Manhattan DA Got Innocent People’s Google Phone Data Through A ‘Reverse Location’ Search Warrant
A Proud Boy kicking a protester outside the Metropolitan Republican Club last year (Shay Horse)
The technique uses a type of search warrant known as a “reverse location” or “geofence” warrant, which gives authorities location information on Google users who have Android phones or use apps, such as Google Maps.
From this bucket of data, law enforcement then try to figure out which phones may be tied to suspects or possible witnesses.
The use of this surveillance technique has not been confirmed in New York City until now. An investigator for the Manhattan DA revealed it during testimony last week in a case involving a politically-charged assault from last year.
The defendants are members of the Proud Boys, a group of pro-Trump rightwing extremists who allegedly beat up four leftist protesters, believed to be associated with Antifa, outside an Upper East Side event last October. The four protesters refused to cooperate with police, and authorities were unable to identify them.

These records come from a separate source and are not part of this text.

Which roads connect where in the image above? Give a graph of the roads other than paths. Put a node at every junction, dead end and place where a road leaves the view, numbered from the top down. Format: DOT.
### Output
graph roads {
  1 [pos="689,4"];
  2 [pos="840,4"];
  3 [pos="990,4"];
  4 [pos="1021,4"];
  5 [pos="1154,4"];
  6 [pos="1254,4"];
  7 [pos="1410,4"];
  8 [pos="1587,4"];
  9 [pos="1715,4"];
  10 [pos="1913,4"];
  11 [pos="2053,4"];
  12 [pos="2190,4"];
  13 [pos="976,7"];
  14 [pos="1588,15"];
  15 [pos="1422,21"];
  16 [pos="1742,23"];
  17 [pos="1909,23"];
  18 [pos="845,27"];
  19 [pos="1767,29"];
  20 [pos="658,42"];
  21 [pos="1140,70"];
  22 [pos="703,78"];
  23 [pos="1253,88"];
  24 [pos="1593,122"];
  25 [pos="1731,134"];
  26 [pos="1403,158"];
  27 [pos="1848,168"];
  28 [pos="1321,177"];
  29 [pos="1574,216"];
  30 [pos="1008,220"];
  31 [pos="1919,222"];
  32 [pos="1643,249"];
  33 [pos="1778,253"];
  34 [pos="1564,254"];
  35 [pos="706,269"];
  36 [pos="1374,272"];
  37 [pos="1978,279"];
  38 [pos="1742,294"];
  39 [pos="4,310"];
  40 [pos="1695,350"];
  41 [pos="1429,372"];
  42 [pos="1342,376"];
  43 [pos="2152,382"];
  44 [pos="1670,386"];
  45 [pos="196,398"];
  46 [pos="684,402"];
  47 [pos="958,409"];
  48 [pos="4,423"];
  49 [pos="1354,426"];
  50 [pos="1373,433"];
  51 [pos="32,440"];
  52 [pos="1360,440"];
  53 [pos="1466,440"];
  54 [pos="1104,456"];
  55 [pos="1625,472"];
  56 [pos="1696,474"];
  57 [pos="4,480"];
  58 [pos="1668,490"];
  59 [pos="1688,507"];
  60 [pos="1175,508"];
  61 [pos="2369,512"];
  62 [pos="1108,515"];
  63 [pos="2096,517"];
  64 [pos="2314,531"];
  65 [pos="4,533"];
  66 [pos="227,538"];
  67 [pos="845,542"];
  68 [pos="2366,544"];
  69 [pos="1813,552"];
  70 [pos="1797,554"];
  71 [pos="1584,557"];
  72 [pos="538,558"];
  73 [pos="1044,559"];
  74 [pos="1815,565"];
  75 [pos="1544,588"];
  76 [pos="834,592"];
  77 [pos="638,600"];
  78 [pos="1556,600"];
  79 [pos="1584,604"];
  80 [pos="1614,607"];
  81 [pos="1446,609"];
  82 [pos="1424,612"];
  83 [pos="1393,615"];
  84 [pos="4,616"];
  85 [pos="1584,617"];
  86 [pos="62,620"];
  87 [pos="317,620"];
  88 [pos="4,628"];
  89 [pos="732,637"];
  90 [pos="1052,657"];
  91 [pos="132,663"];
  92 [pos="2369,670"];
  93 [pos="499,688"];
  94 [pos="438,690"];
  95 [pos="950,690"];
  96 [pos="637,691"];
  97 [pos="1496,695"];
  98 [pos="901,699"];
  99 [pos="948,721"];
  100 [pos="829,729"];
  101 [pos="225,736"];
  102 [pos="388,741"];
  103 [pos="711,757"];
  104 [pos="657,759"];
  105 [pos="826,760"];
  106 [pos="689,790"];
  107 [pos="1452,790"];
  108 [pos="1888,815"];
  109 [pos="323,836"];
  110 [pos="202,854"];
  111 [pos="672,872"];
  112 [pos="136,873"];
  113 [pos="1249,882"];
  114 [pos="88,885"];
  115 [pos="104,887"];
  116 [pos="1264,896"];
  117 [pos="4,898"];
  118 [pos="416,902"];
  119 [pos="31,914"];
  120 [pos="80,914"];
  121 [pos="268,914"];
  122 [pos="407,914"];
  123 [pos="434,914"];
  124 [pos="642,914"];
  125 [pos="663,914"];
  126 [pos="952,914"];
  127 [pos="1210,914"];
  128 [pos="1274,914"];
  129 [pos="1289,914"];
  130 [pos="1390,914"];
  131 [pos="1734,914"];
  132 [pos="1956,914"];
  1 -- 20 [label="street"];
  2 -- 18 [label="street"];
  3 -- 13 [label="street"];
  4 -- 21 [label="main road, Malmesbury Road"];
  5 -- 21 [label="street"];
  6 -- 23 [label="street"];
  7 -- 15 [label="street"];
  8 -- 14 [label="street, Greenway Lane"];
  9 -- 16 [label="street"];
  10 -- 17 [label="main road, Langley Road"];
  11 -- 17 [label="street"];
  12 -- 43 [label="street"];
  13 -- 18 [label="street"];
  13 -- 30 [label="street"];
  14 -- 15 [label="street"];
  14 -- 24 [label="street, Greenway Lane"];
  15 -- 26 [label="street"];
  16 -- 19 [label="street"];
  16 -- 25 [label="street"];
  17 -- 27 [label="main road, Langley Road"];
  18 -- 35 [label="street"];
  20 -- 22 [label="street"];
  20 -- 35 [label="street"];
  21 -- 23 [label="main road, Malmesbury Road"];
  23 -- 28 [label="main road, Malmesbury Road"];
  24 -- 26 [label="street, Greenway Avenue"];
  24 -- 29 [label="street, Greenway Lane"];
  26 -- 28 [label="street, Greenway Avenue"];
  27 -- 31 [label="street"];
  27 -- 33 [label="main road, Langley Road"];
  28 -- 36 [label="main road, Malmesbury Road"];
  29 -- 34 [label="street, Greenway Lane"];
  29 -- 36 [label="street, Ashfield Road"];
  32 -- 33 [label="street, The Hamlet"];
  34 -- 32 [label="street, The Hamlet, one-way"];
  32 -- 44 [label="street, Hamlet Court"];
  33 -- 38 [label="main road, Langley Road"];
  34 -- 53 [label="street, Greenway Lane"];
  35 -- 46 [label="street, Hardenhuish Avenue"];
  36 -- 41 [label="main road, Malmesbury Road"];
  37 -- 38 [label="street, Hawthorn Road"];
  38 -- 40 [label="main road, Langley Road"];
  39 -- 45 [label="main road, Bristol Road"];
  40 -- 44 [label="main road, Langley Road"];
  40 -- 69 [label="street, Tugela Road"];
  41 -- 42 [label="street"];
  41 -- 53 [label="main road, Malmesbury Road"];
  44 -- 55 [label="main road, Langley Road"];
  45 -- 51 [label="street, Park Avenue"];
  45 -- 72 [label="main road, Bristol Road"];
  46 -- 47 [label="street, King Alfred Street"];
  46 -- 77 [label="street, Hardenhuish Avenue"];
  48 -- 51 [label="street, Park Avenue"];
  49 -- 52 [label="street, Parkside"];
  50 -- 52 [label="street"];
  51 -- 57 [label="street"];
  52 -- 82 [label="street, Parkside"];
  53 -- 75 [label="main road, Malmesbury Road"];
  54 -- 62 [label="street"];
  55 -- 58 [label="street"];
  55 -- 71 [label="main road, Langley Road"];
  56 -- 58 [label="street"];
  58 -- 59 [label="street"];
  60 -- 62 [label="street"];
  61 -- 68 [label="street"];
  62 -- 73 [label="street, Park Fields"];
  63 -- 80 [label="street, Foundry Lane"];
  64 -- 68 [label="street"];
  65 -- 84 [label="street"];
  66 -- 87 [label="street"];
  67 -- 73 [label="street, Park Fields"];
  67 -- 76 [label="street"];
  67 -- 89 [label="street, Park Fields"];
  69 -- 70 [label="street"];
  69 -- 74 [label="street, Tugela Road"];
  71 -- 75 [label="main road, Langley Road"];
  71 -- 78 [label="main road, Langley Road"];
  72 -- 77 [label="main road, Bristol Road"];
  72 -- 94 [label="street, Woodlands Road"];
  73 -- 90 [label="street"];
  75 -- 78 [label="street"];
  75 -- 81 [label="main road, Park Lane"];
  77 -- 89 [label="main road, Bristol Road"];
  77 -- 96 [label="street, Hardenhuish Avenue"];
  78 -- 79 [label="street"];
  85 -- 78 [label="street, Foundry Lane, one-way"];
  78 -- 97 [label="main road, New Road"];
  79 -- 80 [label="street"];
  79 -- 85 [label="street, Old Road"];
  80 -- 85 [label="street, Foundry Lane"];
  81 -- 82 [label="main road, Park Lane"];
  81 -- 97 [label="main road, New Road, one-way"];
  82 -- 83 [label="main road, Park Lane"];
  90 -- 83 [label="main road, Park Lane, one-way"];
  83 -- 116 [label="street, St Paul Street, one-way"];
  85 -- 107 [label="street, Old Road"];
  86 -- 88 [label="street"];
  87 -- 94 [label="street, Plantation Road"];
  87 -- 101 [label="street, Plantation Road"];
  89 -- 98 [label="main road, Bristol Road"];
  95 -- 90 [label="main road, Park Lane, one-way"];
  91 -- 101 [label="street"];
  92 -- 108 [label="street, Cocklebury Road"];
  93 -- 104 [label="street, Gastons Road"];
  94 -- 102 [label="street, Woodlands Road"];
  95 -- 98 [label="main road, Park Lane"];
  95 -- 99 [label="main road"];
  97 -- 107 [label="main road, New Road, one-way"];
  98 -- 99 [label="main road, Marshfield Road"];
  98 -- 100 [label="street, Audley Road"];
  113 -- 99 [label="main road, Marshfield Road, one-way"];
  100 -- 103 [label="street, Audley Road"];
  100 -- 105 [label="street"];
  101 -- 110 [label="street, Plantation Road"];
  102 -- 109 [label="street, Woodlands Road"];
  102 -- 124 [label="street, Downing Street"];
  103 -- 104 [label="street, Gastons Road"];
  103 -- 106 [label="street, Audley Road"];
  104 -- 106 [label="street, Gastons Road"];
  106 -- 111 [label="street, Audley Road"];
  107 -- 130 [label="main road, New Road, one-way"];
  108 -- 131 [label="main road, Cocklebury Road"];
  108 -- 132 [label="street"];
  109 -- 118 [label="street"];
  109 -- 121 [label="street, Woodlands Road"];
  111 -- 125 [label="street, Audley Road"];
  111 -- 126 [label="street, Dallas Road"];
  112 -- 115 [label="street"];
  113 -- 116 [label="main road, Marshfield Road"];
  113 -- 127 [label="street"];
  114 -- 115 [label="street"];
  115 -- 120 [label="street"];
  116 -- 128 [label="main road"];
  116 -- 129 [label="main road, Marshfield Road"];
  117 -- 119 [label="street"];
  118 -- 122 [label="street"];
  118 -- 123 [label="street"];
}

As part of their attempt, prosecutors sent Google a warrant for phone records near the conflict, as the Times reported last week.
In further testimony, the investigator confirmed that the warrant was a reverse location search warrant, according to a transcript provided to WNYC by the Manhattan DA’s office.
Court records show that this dragnet data request captured the location data of multiple people who were put under law enforcement scrutiny, even though they had nothing to do with the crimes under investigation.
According to the investigator’s testimony, authorities were looking for location records from “Google’s Android platform and Google-based apps, such as Google Maps, [that] utilize location service[s].” The warrant requested records from multiple sites, including where the conflict broke out on 82nd Street and other locations where participants in the clash may have been that evening.
The tech company forwarded an “anonymized list” of “Google device IDs” based on their request. Investigators then cross referenced spreadsheets of Google users at various locations, attempting to find “multiple appearances of those same anonymous numbers.”
Authorities said they eventually learned enough about several of the accounts to determine the individuals were innocent.
“We received approximately two or three records back from them that met our specific search criteria,” Investigator Schoenfeld said. “Through follow-up investigation, we were able to determine that we did not believe that the individuals who were the account holders here were involved in this incident in any way.”
The Manhattan DA’s Office declined to comment on how the data was used. But in Minnesota, police have said that after selecting “anonymous” users of interest from Google’s bulk records, they then get another warrant to make the company hand over the name of the cell phone owner.
Albert Fox Cahn, executive director of the Surveillance Technology Oversight Project at the Urban Justice Center, said the case illustrates what privacy advocates have long feared.
“When we sign up for Google, we shouldn’t be signing away our core constitutional rights,” he said. “When law enforcement uses these sort of digital dragnets they often will get it wrong, and innocent people will be swept up in the mix.”
In a city as dense as New York, such digital sweeps could gather data on thousands of innocent cell phone users, noted Jerome Greco, a staff attorney in the Legal Aid Society’s Digital Forensics Unit.
“That’s like saying, we suspect that somebody hid a gun in an apartment in a building, so we’re going to search everybody in the building, even though we know only one apartment actually has this,” he said. He argued law enforcement warrants should be more focused.
Google declined to comment on the case or how it responds to such law enforcement requests. In an email, Apple told WNYC that it does not track the geolocation of devices and thus does not have the ability to identify all Apple devices near a given location and time.
Despite the expansive warrant and other surveillance techniques, authorities said at trial that they were ultimately unable to identify the leftist protesters. Greco argued the case illustrates how bulk surveillance techniques are more likely to affect those least expecting them.
“Because the general public is unaware of the significance of their data, or is unaware that its being taken at all, they are much more likely to be caught up in one of these dragnets,” he said. “Rather than somebody who is aware of the importance of it, and is intending on committing a crime.”